Development of a parametric matrix based on GSCM literature
Bibliographic record
Abstract
Today Green Supply Chain Management (GSCM) still remains as an attempt alone. For more than a decade, supply chain evolution to be a low carbon chain in an energy and resource constrained world has been posing greater challenges. Though environmental policies remain without much variation towards green operations in an industry, the implantation strategies and stages vary. There have been a number of studies by researchers and a lot of endeavors by organizations to build a green supply chain, mainly because of pressure from the professional bodies like EPA, WEEE, OECD, and Clean Air Act to reduce emissions with growing concerns over climate change issues, global warming, and requirements from policy makers, end users, stake holders and others. But, at the implementation level there lacked a proper framework on GSCM which suggests guidelines for proper planning and coordination, and the practices to be adopted. This indicates the need for a complete strategic approach on the part of decision makers across the supply chain to have sustainability as a corporate social responsibility.

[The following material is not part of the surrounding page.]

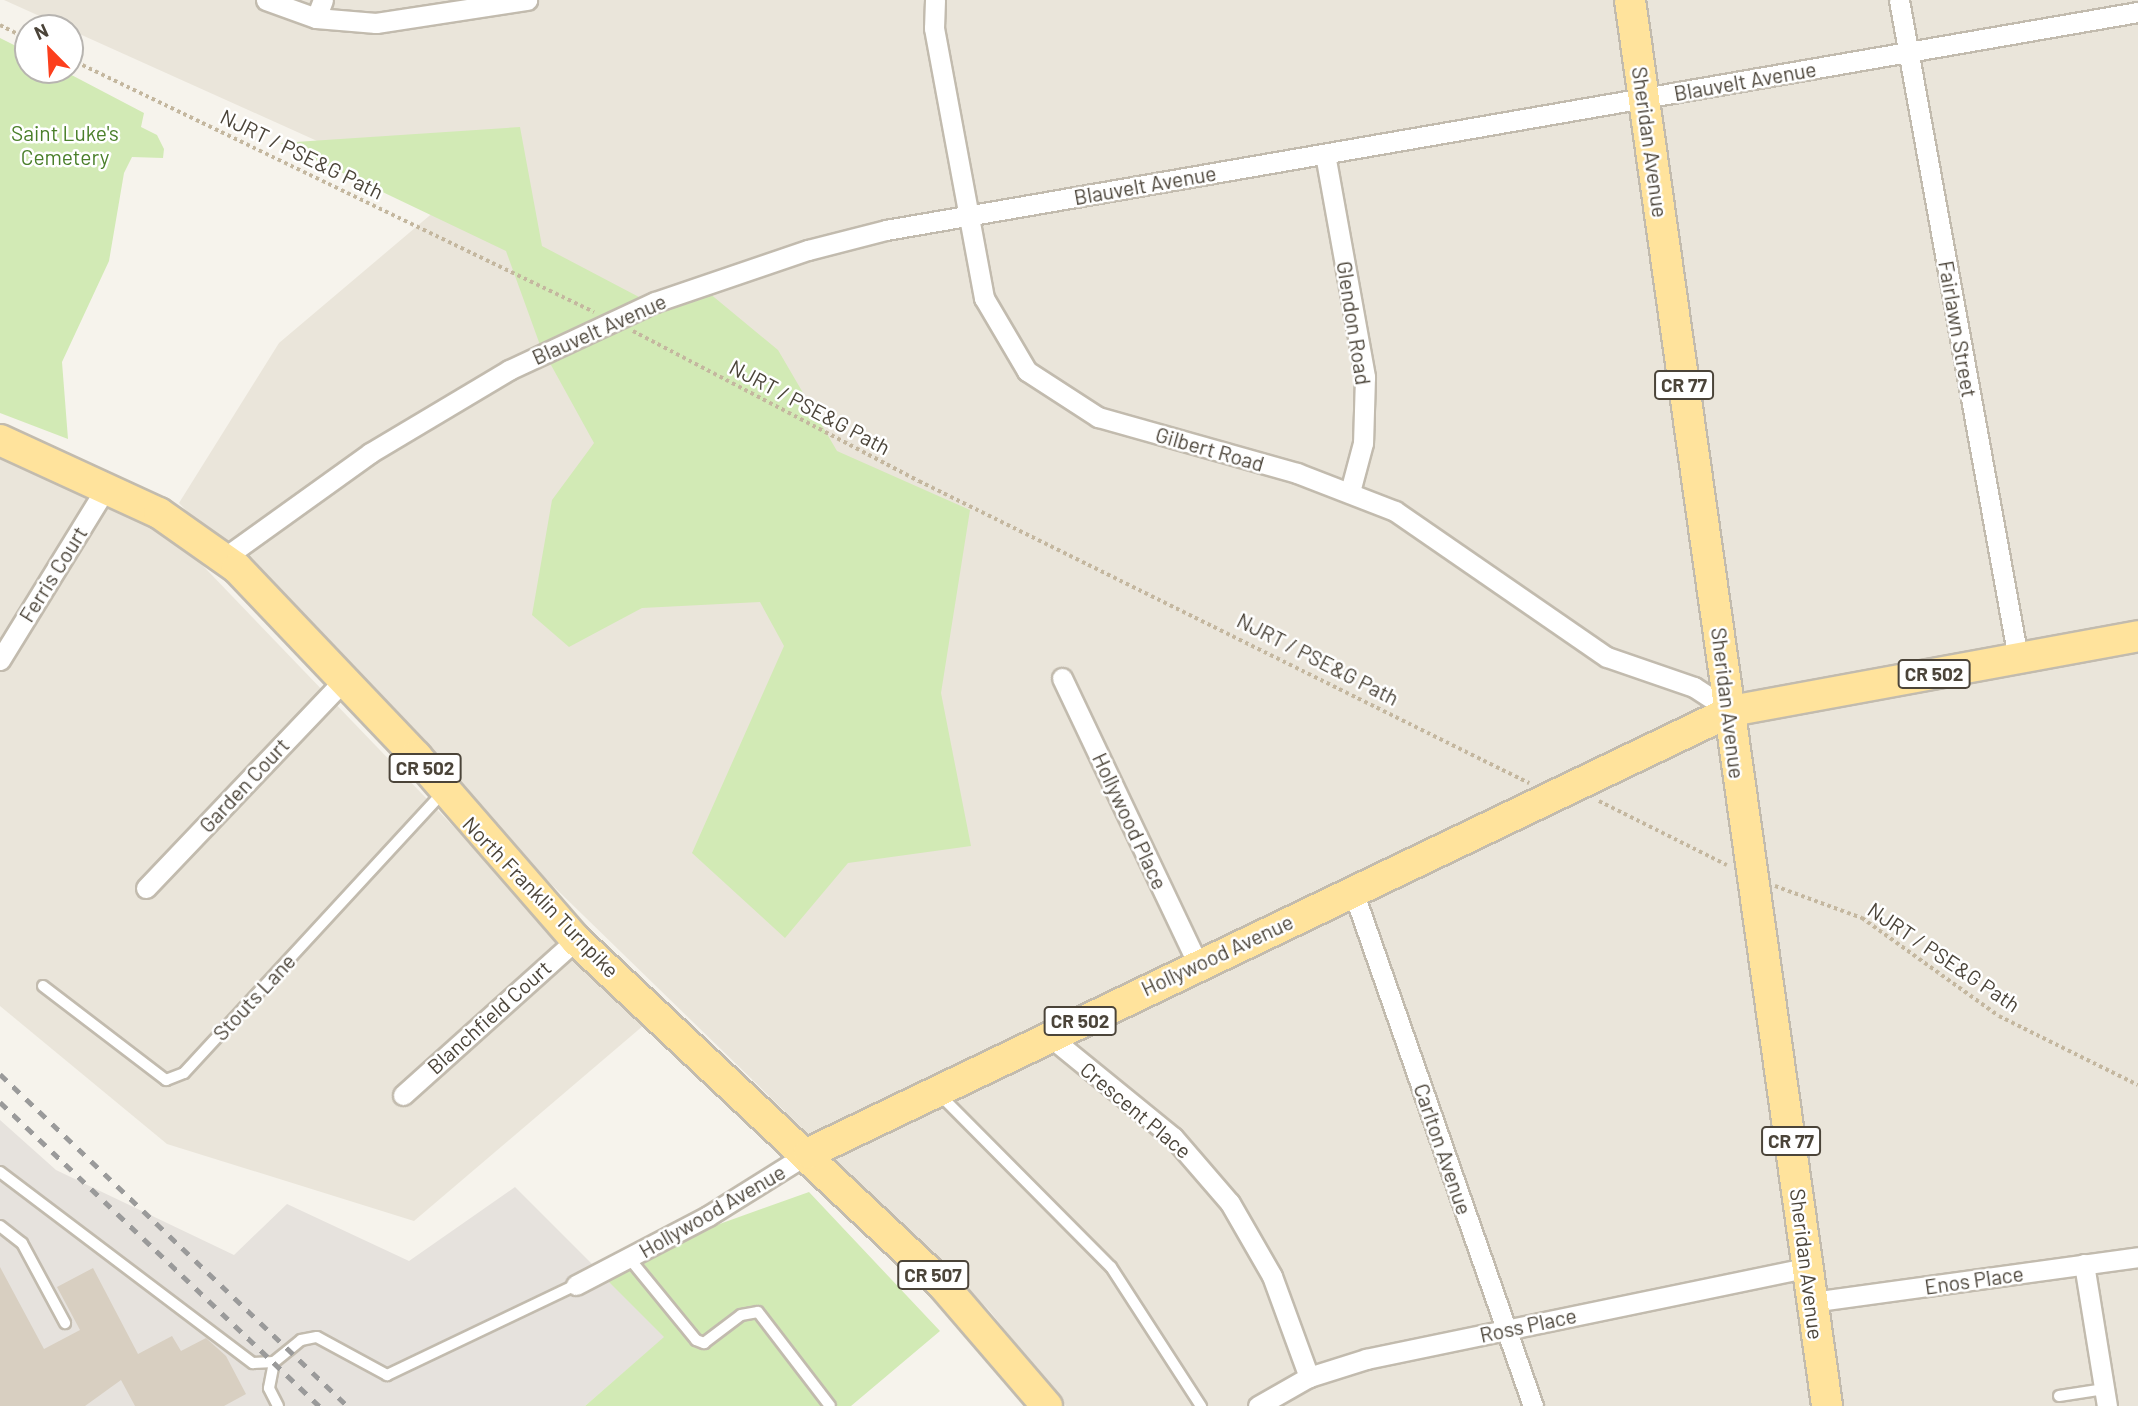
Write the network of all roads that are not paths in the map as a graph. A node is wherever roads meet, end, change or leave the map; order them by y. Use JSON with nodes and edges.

The research gap exists in a holistic perception with regard to a product when supply chain stages are mapped for sustainability due to diverse environmental issues. Also, to build a holistic approach, we must know how the stages and levels interact. Thus, in this work, a Parametric Matrix demarking various level and stages of a supply chain related to a product, in general, is developed from various literatures till date. Such a metric will be useful for the industries to identify the bottleneck areas in their supply chain towards sustainability. Hence, the desired and relevant level of factors to be considered at each stage to become green can easily be decided.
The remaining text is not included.